What is being asked => Among the entries below, find all lines that include "dead" and copy them.

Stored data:
========================================

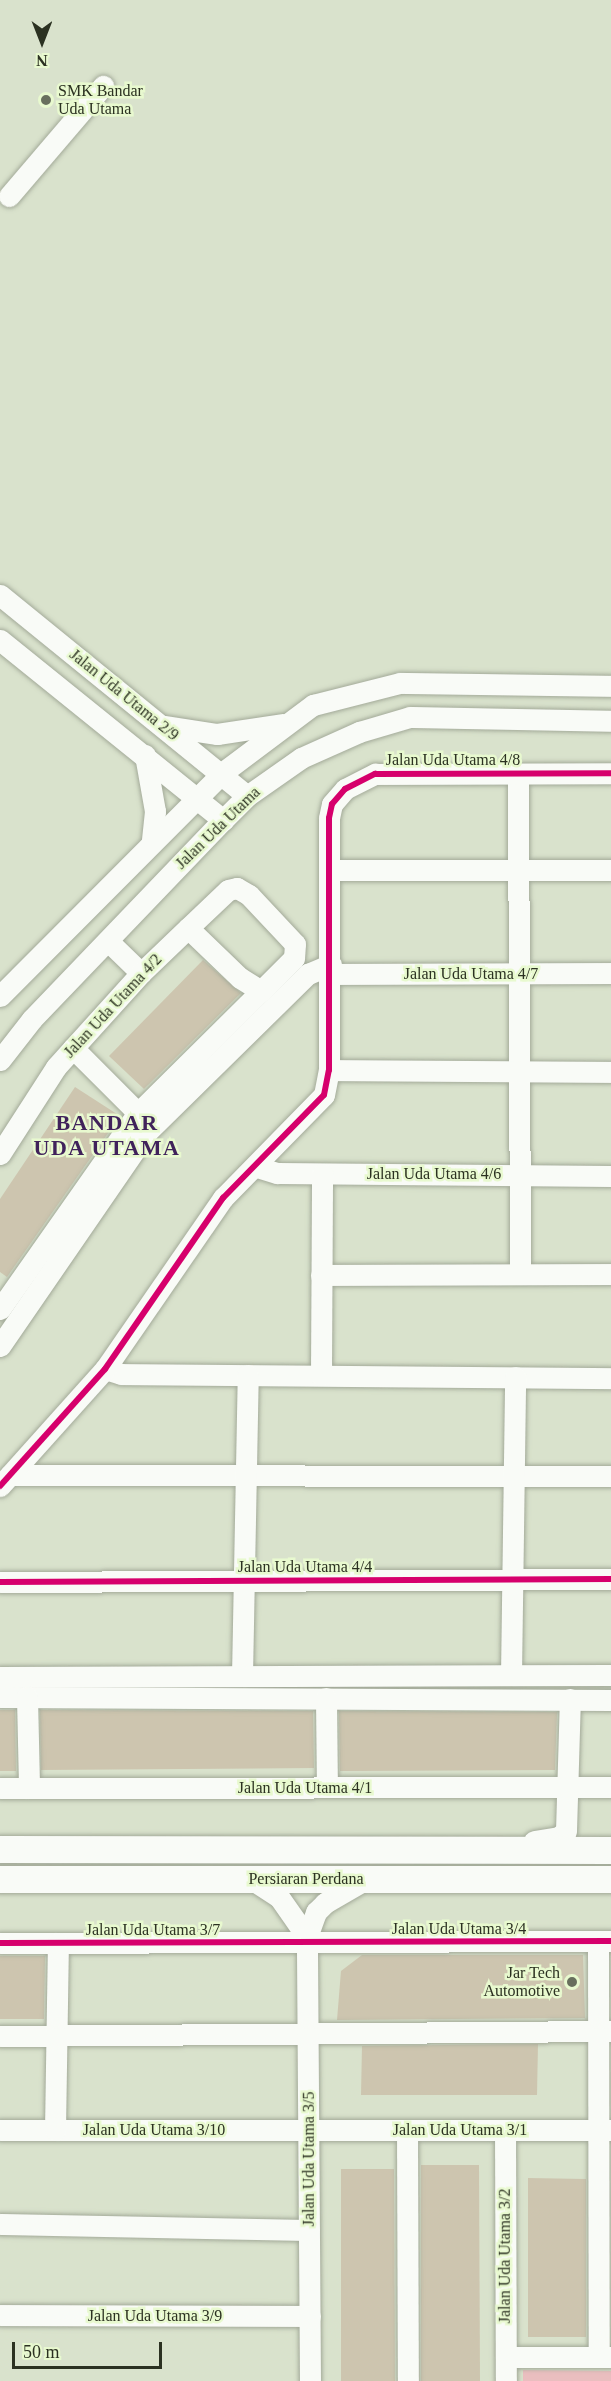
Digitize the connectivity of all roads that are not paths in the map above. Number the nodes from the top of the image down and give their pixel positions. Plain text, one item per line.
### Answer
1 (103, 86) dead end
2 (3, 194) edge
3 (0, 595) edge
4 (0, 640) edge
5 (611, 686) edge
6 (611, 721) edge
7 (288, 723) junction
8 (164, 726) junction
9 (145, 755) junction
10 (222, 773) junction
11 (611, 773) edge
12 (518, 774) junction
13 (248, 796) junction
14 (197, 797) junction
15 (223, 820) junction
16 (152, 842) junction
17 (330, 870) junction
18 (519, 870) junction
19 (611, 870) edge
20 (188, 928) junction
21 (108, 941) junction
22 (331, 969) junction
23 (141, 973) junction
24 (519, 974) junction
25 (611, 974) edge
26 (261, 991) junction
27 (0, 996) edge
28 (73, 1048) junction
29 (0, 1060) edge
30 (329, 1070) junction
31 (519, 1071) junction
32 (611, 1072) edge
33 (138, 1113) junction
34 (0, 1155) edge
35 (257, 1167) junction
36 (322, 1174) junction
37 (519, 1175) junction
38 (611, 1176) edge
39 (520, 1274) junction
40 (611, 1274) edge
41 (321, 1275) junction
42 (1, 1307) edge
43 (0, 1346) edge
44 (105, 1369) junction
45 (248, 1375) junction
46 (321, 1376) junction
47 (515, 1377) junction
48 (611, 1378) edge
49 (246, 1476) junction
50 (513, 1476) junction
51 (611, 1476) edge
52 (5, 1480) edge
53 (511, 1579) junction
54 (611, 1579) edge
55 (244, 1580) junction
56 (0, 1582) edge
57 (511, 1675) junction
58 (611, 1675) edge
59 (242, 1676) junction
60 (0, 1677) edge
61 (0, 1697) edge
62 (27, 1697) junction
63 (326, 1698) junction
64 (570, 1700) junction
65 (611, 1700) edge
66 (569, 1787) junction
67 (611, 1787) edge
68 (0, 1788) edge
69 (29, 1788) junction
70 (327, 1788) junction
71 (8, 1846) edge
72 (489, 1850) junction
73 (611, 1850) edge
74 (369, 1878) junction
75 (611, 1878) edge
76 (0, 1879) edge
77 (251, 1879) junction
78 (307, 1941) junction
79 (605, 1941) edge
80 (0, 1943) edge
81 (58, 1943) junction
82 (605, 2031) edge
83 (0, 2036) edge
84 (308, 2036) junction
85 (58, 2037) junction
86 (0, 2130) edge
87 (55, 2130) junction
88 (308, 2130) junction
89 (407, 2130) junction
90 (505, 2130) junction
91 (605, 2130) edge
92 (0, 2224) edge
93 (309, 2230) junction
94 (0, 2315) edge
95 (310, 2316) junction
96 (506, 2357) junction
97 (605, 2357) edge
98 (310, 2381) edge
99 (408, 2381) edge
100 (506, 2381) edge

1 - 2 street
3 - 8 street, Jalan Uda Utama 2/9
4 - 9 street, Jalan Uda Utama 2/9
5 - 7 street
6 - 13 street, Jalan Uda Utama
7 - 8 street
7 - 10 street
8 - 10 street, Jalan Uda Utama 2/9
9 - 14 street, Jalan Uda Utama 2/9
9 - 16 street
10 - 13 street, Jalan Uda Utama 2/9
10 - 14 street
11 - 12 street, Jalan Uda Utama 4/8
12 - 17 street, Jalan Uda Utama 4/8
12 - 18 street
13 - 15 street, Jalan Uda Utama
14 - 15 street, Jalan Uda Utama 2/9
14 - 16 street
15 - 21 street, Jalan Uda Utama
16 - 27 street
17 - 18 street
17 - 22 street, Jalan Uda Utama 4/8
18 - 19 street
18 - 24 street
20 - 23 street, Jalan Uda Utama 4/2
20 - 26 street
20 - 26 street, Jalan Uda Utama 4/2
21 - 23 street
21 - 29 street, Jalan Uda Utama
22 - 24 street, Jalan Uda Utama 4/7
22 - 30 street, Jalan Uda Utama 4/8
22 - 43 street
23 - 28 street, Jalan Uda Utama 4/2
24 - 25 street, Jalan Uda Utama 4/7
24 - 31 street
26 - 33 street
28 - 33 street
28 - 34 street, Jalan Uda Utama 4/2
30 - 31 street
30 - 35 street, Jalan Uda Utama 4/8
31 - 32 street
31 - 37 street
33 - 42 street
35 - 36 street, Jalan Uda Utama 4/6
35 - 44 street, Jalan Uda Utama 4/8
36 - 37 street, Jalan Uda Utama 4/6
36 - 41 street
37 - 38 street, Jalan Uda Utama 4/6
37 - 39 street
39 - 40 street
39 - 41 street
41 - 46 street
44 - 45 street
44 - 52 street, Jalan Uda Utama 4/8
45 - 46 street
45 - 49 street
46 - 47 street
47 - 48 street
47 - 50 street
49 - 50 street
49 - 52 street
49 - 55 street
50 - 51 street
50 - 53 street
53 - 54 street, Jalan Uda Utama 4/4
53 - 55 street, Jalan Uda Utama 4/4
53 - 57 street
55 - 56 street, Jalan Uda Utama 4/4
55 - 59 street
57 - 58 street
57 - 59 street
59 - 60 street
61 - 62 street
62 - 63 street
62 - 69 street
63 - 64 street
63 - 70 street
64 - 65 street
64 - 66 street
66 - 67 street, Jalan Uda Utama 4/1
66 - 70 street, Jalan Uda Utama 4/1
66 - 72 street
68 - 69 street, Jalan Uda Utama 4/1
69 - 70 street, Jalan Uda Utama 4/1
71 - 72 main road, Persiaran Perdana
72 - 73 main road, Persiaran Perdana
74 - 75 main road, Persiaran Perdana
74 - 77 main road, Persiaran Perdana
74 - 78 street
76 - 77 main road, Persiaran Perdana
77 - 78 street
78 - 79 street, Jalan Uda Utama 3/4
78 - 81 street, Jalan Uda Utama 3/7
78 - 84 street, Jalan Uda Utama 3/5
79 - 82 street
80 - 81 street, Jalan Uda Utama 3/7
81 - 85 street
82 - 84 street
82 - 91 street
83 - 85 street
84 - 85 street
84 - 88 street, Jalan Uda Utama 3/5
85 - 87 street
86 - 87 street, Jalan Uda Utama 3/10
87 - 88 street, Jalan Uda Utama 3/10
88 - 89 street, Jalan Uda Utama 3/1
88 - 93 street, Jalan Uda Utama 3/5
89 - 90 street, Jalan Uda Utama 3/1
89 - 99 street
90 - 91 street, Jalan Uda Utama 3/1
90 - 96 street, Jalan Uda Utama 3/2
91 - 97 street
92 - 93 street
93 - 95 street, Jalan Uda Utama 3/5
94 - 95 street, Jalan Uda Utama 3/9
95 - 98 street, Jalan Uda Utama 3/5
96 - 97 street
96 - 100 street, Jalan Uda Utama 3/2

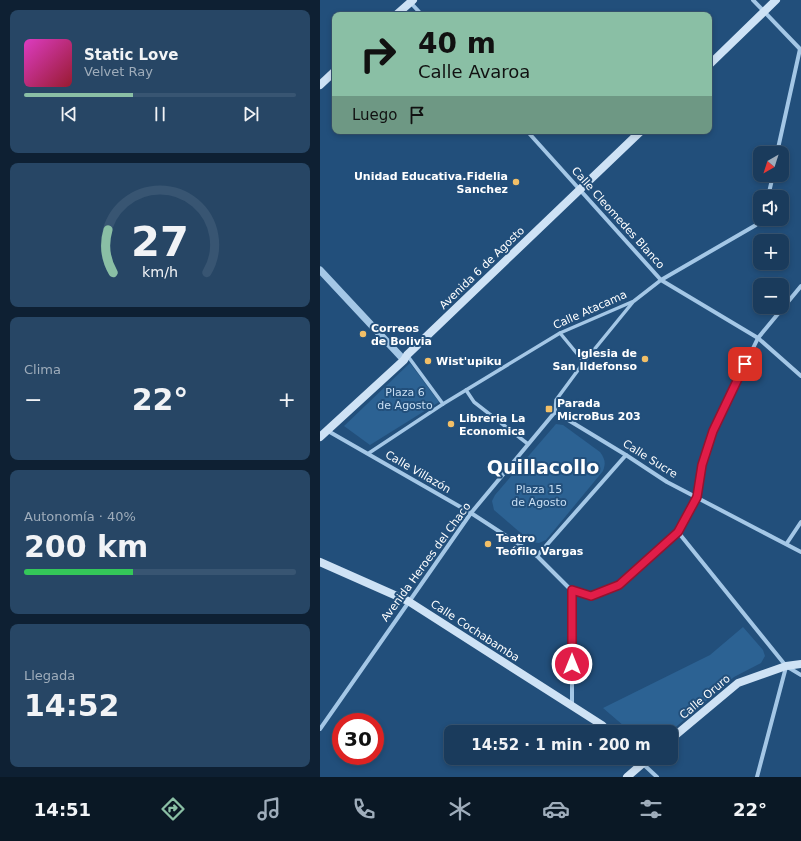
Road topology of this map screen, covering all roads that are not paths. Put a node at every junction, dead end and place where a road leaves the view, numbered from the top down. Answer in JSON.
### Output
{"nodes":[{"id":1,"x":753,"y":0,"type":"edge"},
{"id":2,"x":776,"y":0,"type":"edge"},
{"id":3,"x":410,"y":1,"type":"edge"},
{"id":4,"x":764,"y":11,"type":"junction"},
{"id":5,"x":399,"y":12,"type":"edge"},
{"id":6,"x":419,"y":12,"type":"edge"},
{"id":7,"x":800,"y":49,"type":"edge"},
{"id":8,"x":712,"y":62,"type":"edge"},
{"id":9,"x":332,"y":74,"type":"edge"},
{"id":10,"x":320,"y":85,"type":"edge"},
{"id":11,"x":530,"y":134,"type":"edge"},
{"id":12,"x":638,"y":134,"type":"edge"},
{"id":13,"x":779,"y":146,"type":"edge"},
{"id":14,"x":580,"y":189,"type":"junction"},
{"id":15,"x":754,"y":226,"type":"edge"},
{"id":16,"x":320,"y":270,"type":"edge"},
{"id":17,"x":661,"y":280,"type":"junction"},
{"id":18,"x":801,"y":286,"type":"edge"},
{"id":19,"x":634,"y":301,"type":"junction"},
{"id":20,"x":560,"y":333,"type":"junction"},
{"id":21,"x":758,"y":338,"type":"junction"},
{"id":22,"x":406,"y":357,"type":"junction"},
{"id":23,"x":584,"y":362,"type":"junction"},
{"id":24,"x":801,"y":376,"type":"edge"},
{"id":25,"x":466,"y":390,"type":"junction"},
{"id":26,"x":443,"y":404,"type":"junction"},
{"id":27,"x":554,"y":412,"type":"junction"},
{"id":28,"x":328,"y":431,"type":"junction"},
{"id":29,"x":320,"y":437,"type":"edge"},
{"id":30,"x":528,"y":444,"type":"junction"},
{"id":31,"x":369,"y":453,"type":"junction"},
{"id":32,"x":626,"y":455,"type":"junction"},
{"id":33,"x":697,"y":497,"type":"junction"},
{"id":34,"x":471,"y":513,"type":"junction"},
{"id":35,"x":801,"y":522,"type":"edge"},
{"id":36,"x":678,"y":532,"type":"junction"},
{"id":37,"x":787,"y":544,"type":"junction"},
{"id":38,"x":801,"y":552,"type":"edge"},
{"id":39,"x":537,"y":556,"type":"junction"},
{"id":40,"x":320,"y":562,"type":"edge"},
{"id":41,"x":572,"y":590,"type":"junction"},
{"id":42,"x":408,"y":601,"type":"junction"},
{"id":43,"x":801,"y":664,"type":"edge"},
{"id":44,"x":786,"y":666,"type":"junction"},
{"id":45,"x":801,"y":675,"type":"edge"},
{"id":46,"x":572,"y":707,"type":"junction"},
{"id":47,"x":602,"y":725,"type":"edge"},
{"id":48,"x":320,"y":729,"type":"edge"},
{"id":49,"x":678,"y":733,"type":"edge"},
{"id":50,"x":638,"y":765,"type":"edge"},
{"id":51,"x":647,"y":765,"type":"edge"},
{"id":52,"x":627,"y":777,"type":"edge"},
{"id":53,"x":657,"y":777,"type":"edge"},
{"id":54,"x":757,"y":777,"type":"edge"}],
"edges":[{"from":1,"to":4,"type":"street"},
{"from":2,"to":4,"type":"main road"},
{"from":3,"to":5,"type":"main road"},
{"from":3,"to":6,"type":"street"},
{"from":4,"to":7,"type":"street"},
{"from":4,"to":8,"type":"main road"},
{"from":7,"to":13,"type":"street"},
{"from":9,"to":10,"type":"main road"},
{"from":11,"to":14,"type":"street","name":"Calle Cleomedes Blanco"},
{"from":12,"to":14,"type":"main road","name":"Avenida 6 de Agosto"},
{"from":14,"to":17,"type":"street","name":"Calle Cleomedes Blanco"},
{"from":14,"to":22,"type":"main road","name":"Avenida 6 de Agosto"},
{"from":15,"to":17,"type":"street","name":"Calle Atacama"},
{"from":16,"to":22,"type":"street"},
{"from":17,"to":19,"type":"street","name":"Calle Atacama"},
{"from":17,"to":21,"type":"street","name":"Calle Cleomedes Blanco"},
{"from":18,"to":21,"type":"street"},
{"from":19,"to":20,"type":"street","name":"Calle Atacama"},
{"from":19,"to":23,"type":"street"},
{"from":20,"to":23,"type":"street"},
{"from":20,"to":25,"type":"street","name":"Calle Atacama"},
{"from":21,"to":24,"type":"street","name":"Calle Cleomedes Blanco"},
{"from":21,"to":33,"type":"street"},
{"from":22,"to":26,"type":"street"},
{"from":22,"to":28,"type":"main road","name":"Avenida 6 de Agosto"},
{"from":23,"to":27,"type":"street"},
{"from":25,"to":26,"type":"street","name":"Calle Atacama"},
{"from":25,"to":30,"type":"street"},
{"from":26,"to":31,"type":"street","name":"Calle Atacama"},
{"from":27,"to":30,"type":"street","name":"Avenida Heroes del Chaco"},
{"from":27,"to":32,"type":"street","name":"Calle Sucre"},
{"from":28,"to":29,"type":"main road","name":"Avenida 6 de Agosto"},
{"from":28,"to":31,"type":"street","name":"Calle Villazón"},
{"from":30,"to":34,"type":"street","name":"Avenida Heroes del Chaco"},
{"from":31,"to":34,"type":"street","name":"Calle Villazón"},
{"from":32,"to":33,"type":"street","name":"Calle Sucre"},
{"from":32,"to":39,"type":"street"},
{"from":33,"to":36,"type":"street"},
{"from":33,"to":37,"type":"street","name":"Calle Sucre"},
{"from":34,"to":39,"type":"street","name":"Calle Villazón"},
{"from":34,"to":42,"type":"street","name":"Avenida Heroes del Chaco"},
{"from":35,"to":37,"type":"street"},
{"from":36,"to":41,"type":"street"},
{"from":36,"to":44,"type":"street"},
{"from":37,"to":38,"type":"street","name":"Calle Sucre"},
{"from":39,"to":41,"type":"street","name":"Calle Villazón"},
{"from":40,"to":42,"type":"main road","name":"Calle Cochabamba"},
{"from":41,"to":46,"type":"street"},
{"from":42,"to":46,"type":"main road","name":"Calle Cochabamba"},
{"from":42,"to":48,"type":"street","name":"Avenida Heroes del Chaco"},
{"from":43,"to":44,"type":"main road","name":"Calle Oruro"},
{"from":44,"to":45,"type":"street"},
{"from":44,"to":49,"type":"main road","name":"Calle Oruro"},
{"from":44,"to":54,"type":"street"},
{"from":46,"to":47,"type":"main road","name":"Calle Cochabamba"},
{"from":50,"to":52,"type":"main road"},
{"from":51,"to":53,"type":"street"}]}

========================================

Exercise response =>
1 (103, 86) dead end
Road topology of this map screen, covering all roads that are not paths. Put a node at every junction, dead end and place where a road leaves the view, numbered from the top down. Answer in JSON.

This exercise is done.